Exercise.
Set down, please, without alteration, the lines of the entries below from the first through the one containing "Build a routing graph from the street".

Supplied data.
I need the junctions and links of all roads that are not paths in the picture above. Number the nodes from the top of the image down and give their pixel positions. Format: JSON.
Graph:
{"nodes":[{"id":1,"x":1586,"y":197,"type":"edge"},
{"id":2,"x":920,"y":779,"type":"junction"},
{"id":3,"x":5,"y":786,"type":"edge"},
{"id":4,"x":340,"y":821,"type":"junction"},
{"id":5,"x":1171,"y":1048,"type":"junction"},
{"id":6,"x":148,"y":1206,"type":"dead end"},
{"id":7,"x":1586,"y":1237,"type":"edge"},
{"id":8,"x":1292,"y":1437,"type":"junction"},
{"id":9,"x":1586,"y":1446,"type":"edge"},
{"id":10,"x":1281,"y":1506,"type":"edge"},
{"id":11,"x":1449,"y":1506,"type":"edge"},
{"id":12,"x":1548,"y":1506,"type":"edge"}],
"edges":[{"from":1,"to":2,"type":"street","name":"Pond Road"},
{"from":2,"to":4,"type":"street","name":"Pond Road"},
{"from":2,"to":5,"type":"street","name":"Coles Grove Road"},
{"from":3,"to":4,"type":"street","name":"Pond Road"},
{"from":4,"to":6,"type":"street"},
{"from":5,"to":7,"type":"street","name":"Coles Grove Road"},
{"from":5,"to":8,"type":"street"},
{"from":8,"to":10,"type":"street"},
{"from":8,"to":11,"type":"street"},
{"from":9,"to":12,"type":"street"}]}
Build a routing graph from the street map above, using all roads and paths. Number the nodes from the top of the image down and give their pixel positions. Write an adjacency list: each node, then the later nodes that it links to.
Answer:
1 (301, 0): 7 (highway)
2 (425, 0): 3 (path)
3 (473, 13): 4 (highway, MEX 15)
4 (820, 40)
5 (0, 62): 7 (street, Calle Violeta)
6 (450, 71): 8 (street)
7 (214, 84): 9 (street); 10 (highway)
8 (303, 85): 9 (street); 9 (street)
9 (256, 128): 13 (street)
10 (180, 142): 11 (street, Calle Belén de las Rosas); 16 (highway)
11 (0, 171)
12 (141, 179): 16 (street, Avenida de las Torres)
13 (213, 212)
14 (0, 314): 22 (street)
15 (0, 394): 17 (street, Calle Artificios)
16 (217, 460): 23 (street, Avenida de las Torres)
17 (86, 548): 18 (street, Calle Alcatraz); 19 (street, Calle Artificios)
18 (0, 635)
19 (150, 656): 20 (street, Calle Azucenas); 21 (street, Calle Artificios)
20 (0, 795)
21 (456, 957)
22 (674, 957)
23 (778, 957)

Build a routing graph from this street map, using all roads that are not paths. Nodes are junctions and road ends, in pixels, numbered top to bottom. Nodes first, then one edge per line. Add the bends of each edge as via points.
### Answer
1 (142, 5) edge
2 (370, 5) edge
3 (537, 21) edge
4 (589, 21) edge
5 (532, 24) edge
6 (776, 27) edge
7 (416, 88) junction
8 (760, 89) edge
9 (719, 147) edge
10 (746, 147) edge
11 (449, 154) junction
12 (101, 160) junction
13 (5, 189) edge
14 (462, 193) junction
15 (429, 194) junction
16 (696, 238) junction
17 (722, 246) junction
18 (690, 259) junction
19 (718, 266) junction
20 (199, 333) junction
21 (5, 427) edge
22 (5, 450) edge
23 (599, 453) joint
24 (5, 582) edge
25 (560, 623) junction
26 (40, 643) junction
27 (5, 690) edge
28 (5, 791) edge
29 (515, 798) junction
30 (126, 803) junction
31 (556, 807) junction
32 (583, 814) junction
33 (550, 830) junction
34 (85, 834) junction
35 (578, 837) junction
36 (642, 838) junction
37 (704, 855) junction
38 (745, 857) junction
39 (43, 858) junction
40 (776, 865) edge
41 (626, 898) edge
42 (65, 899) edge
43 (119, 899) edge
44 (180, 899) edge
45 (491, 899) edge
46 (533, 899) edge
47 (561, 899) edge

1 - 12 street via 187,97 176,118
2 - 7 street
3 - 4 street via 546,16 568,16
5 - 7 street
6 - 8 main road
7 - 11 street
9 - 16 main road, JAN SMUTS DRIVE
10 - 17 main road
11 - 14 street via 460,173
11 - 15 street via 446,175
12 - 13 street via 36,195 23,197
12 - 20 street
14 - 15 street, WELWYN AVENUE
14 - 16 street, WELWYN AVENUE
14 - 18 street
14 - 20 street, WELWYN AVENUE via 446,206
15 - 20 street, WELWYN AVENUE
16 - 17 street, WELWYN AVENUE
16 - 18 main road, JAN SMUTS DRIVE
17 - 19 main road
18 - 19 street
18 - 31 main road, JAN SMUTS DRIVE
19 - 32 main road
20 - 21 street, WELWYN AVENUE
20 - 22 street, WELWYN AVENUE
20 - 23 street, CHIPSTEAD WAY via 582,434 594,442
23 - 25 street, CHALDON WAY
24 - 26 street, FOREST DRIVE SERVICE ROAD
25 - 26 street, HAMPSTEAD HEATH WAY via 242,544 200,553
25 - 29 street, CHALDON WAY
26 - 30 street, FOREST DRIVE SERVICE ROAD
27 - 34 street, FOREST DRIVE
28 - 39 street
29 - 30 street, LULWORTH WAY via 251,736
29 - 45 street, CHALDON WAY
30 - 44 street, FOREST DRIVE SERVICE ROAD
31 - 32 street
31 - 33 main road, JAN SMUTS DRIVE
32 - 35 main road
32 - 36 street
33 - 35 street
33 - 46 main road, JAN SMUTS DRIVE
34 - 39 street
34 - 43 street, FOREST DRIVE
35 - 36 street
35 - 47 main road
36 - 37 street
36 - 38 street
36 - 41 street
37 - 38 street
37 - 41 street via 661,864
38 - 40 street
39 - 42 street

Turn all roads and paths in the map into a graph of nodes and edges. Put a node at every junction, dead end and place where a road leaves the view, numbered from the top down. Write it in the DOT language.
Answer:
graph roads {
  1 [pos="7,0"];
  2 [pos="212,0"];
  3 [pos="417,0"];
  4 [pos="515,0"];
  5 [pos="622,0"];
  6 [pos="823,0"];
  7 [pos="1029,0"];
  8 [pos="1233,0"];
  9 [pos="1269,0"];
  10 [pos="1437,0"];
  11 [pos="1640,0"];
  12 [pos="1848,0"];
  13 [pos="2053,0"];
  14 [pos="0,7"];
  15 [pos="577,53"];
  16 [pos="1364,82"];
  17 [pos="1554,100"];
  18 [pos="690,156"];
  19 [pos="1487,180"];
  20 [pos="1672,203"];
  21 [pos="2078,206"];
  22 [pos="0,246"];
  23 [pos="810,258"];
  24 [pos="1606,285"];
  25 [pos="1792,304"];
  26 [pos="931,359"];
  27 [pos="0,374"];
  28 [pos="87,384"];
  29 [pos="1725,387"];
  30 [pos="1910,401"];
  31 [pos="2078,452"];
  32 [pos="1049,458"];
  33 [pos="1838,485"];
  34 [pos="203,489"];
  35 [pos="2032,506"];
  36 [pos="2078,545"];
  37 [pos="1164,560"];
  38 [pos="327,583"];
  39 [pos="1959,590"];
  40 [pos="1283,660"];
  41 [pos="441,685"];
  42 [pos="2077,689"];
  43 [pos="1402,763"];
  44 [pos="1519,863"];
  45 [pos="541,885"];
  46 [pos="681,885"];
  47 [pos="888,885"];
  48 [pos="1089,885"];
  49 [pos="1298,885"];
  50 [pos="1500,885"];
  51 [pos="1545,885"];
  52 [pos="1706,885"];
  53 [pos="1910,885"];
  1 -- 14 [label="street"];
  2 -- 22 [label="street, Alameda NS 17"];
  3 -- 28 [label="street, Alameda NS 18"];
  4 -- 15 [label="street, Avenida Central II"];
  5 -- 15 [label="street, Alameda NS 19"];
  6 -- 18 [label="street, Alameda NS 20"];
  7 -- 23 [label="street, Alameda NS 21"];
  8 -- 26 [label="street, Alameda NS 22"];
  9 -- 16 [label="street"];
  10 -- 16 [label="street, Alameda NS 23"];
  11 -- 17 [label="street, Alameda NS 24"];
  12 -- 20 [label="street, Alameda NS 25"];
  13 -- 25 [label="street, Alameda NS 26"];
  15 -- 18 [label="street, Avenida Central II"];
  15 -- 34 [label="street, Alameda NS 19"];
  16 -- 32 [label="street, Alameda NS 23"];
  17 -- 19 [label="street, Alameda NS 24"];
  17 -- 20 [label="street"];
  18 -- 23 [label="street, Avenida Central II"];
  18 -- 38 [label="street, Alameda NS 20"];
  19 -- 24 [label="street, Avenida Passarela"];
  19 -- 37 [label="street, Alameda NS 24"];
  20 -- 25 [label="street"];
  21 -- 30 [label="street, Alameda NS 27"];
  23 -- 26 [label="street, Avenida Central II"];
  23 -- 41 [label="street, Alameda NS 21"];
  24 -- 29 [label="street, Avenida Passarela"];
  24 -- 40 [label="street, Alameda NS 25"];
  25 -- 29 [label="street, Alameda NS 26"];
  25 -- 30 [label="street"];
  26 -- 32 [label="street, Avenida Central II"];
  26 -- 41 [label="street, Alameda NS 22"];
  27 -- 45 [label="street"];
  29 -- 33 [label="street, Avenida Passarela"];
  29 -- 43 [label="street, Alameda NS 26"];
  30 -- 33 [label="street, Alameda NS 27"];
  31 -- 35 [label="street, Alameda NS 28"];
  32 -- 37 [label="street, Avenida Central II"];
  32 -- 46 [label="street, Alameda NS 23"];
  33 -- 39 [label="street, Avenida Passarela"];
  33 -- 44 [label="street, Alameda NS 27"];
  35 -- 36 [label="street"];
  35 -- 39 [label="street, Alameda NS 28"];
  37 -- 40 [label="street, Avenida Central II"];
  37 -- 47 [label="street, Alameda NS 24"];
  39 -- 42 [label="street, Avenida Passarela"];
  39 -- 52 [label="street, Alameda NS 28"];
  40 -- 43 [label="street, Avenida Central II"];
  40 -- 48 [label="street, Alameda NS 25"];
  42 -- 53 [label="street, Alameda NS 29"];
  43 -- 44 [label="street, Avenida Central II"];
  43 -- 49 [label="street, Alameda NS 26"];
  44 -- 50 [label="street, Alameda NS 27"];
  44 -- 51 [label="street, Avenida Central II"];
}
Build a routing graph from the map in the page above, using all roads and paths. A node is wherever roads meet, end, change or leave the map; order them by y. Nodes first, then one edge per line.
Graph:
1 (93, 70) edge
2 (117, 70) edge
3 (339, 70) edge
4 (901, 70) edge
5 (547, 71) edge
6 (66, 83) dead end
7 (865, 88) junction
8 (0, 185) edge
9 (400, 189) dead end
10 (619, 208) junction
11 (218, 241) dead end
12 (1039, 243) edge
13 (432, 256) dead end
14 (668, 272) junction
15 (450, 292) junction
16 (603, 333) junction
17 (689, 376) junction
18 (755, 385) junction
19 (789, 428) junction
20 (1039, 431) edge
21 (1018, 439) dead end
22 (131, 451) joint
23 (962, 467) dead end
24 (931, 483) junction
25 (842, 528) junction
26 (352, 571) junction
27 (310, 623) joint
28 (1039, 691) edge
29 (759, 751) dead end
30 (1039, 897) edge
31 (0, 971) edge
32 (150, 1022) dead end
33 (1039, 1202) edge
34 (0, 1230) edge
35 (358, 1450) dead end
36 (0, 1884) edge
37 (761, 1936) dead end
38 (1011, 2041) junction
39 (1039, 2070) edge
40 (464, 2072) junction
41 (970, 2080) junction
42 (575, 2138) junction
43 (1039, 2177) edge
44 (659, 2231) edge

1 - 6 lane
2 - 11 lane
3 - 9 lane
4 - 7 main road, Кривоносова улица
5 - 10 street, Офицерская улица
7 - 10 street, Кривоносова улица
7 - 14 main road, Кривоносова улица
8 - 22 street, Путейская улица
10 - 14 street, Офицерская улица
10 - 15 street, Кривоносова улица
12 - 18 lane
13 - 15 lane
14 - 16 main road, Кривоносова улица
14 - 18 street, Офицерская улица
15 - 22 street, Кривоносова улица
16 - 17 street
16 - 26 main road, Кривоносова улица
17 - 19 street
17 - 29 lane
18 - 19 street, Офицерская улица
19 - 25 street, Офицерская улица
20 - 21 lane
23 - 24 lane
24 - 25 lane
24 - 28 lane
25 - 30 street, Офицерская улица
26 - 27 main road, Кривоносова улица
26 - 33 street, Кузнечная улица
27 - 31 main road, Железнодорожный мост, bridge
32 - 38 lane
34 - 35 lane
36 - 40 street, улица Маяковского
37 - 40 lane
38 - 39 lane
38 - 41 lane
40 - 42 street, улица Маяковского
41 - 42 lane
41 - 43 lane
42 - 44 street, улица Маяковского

Written response.
I need the junctions and links of all roads that are not paths in the picture above. Number the nodes from the top of the image down and give their pixel positions. Format: JSON.
Graph:
{"nodes":[{"id":1,"x":1586,"y":197,"type":"edge"},
{"id":2,"x":920,"y":779,"type":"junction"},
{"id":3,"x":5,"y":786,"type":"edge"},
{"id":4,"x":340,"y":821,"type":"junction"},
{"id":5,"x":1171,"y":1048,"type":"junction"},
{"id":6,"x":148,"y":1206,"type":"dead end"},
{"id":7,"x":1586,"y":1237,"type":"edge"},
{"id":8,"x":1292,"y":1437,"type":"junction"},
{"id":9,"x":1586,"y":1446,"type":"edge"},
{"id":10,"x":1281,"y":1506,"type":"edge"},
{"id":11,"x":1449,"y":1506,"type":"edge"},
{"id":12,"x":1548,"y":1506,"type":"edge"}],
"edges":[{"from":1,"to":2,"type":"street","name":"Pond Road"},
{"from":2,"to":4,"type":"street","name":"Pond Road"},
{"from":2,"to":5,"type":"street","name":"Coles Grove Road"},
{"from":3,"to":4,"type":"street","name":"Pond Road"},
{"from":4,"to":6,"type":"street"},
{"from":5,"to":7,"type":"street","name":"Coles Grove Road"},
{"from":5,"to":8,"type":"street"},
{"from":8,"to":10,"type":"street"},
{"from":8,"to":11,"type":"street"},
{"from":9,"to":12,"type":"street"}]}
Build a routing graph from the street map above, using all roads and paths. Number the nodes from the top of the image down and give their pixel positions. Write an adjacency list: each node, then the later nodes that it links to.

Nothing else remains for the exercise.